Garach crouched amid the sable cushions of a divan, an unkingly figure with shaking hands and cheeks the color of bone. His eyes kept furtively seeking the muffled form of Hishah. It was plain that he did not relish this visit to the court of his allies.

Ywain had withdrawn herself to the far side of the barge, where she sat looking out into the sombre darkness of the marshy shore. Carse thought she seemed more depressed than she ever had when she was a prisoner in chains.

He too sat by himself, outwardly lordly and magnificent, inwardly shaken to the soul. Boghaz crouched nearby. His eyes were the eyes of a sick man.

And the Cursed One, the real Rhiannon, was still. Too still. In that buried corner of Carse’s mind there was not a stir, not a flicker.
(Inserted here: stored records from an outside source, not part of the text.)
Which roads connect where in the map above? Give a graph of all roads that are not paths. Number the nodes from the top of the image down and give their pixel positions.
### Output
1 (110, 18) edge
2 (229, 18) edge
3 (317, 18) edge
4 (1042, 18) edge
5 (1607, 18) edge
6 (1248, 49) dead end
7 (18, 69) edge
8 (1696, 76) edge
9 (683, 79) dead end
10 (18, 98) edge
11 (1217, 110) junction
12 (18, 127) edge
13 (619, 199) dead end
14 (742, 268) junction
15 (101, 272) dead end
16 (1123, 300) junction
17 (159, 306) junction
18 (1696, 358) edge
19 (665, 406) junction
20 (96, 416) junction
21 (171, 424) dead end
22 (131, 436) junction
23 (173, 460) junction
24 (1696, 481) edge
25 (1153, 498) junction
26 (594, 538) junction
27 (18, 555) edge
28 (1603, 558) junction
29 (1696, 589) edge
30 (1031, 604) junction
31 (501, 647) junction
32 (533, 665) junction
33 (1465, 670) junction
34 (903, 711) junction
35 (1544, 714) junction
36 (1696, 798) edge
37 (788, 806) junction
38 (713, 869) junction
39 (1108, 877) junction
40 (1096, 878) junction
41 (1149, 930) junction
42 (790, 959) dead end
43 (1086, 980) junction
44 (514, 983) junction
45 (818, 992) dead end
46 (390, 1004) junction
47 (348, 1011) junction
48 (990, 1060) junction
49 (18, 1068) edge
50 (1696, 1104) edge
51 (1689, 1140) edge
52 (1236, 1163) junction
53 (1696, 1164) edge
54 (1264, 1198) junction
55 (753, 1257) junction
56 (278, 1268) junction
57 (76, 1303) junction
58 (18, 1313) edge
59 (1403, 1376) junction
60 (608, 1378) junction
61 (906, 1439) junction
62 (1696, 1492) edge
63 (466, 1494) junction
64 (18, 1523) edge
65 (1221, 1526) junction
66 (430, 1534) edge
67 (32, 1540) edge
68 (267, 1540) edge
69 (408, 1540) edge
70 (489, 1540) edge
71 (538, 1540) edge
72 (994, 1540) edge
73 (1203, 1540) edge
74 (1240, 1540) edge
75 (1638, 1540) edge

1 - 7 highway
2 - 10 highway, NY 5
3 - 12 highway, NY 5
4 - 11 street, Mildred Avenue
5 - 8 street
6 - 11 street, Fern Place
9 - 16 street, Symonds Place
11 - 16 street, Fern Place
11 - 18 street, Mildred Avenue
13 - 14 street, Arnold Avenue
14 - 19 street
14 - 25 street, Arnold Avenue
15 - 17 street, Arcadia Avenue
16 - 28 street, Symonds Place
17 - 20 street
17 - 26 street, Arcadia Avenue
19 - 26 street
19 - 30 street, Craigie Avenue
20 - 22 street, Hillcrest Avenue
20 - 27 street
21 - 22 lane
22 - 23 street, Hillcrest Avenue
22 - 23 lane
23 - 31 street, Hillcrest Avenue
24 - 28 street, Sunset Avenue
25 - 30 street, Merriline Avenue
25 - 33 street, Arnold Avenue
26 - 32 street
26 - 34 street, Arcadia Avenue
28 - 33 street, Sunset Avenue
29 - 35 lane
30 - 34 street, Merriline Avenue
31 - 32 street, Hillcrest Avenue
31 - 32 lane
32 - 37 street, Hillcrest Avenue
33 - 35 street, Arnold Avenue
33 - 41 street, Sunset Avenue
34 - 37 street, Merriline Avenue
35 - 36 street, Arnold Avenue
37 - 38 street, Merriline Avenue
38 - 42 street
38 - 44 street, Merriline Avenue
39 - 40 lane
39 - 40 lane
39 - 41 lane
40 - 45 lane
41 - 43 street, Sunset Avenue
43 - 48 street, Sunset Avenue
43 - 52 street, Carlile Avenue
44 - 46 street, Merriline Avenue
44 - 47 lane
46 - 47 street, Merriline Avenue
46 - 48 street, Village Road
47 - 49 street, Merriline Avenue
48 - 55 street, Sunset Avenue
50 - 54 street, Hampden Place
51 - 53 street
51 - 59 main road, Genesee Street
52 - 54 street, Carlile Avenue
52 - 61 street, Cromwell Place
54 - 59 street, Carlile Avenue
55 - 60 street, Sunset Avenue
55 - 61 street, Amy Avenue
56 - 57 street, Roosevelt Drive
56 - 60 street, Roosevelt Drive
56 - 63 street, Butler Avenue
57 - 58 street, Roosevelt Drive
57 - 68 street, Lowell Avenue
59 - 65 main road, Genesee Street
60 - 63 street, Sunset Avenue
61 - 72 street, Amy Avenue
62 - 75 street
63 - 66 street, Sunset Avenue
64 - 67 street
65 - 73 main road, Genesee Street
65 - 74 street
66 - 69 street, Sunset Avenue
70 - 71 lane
It seemed that the dark outcast of the Quiru was like all the others aboard, withdrawn and waiting.

It seemed a long way up the estuary. The water slid past the barge with a whisper of sibilant mirth. The black-robed figures bent and swayed at the poles. Now and again a bird cried from the marshland and the night air was heavy and brooding.

Then, in the light of the little low moons, Carse saw ahead the ragged walls and ramparts of a city rising from the mists, an old, old city walled like a castle. It sprawled away into ruin on all sides and only the great central keep was whole.

There was a flickering radiance in the air around the place. Carse thought that it was his imagination, a visual illusion caused by the moonlight and the glowing water and the pale mist.

The barge drew in toward a crumbling quay. It came to rest and Hishah stepped ashore, bowing as he waited for Rhiannon to pass.

Carse strode up along the quay with Garach and Ywain and the shivering Boghaz following. Hishah remained deferentially at the Earthman’s heels.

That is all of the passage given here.